STEPHEN SMITH:? Well I can't imagine that Bob Carr's office would have said that. I'm not the Foreign Minister, so any-
JOURNALIST:? I know, but-
STEPHEN SMITH:? -Foreign Minister questions you have should be addressed to the Foreign Minister.
JOURNALIST:? Well these are about the Italian girls, and why did Australian consular officials provide assistance to the mother when it was clear that she wouldn't be returning to Italy?
STEPHEN SMITH:? Well first of all, a couple of things. Firstly, I'm not the Foreign Minister, so that's a matter for the Foreign Minister and the Department of Foreign Affairs and Trade. That's the first point.
Secondly, I've read today's Courier Mail as you would expect, and I thought the most important point in today’s Courier Mail was the reference to a judge of the Family Court recently saying that there was no evidence that any Australian official had knowingly done anything inappropriate, wrong or improper. And I think that's a very sound reference point. Any more detail, you need to go and see the Minister for Foreign Affairs or the department.

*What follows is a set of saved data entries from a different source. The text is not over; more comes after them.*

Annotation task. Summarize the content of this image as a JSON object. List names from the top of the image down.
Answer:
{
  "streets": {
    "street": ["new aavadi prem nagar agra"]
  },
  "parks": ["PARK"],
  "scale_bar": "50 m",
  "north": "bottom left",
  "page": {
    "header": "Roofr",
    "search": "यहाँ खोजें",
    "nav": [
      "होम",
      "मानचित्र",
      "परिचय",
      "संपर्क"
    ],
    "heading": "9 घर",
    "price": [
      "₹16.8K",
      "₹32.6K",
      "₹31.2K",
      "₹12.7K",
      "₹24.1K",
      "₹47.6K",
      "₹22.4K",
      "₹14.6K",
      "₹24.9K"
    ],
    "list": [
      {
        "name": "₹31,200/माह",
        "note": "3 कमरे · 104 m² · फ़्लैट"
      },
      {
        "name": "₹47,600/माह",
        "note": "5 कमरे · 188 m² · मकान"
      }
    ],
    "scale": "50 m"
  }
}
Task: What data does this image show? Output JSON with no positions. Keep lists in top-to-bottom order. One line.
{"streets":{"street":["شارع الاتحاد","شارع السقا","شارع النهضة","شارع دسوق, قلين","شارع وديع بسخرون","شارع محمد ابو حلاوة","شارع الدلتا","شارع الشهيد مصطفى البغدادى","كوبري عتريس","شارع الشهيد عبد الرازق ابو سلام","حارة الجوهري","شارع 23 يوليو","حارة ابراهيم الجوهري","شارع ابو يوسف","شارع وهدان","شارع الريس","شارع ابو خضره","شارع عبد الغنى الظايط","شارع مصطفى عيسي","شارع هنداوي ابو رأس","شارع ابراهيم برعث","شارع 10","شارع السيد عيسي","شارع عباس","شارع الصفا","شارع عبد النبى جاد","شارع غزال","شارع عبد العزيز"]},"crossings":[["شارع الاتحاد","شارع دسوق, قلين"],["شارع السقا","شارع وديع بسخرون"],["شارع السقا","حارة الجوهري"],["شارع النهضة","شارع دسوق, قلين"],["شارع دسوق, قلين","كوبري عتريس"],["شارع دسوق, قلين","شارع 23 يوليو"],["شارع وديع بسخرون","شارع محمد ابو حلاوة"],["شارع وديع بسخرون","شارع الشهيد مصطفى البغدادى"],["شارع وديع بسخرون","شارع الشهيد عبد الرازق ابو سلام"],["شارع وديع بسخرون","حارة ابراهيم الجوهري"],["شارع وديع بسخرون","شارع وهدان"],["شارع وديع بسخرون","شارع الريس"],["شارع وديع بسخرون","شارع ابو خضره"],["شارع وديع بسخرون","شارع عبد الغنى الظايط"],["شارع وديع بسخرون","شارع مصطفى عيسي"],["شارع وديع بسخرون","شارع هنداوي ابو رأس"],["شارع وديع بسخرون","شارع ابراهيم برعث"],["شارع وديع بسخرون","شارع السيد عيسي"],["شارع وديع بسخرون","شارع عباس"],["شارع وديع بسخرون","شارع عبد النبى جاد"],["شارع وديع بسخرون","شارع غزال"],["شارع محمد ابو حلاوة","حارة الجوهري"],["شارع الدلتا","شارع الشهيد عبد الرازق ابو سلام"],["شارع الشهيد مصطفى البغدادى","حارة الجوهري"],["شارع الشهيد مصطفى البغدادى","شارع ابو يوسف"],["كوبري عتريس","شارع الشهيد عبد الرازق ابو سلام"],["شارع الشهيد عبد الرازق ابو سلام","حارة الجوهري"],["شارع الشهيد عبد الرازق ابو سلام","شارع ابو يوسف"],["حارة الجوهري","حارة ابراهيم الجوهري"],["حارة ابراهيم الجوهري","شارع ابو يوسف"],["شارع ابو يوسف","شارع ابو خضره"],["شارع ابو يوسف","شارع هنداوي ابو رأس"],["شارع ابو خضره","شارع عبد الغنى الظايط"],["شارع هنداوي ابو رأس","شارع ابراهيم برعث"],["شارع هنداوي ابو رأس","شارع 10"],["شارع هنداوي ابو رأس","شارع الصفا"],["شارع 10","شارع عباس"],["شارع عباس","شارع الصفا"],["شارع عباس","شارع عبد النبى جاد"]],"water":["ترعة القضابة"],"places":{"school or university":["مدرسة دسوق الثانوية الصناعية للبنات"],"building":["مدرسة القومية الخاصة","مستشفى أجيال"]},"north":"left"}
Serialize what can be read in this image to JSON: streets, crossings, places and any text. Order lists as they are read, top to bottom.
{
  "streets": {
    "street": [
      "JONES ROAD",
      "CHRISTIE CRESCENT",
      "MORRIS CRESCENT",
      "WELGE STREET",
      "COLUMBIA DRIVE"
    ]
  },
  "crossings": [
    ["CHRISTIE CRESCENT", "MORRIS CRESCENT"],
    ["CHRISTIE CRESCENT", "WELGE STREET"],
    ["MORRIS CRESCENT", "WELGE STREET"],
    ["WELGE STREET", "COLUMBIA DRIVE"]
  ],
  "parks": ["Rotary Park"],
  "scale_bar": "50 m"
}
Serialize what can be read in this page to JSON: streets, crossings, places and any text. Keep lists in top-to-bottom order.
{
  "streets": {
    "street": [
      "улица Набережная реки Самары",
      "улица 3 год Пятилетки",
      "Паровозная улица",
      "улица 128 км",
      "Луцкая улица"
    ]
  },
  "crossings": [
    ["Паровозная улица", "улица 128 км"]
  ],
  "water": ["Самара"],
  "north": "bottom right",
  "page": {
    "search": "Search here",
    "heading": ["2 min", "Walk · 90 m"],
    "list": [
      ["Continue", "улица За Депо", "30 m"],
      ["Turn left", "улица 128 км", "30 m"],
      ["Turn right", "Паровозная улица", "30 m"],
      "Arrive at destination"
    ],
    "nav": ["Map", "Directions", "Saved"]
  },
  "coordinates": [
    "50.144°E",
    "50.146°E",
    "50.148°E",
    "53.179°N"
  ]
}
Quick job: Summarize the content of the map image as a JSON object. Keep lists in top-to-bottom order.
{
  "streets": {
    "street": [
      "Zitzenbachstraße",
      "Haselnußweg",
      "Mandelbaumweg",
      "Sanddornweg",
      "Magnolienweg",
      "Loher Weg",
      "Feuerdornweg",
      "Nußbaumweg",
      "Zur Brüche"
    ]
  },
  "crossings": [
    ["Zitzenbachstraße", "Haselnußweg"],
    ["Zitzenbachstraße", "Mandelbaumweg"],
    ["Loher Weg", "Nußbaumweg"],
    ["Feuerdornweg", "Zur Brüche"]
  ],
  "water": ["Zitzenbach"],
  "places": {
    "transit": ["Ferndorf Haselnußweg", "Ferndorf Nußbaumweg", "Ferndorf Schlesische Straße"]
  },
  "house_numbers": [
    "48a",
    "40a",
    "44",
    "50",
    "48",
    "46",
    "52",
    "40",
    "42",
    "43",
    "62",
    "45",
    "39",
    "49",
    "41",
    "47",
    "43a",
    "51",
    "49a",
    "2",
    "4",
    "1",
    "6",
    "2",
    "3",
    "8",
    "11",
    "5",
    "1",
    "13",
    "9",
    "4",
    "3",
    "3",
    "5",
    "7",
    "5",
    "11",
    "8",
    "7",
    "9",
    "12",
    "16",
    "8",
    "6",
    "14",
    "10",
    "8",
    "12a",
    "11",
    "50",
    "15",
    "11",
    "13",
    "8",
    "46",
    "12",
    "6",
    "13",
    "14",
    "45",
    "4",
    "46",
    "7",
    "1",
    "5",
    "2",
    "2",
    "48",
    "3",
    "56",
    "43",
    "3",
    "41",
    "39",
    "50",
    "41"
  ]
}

JOURNALIST:? Their office did refer the ABC back to your office today-
STEPHEN SMITH:? Well firstly-
JOURNALIST:? Your office might be not - you may not be aware of this, this is just what our-
STEPHEN SMITH: ?I'll tell you what I'm very strongly aware of. Firstly, I'm very strongly aware that I'm aware that I'm the Defence Minister; that matters about Foreign Affairs should be directed to the Minister for Foreign Affairs and his department. I've seen the story in today's Courier Mail, and all of Australia has seen very distressing circumstances for a family and children - very distressing circumstances. So our hearts go out to that family and to all members of that family because this has been a very difficult and distressing event over a long period of time for a family.
So that I think is the starting point.
Secondly, I think the most important point that's been made today publicly, and I repeat it, is not a departmental official, not a minister, but a judge of the Family Court who has dealt with all of the detail and all of the evidence of this matter, saying that there is no evidence that any Australian official did anything which was wrong or inappropriate.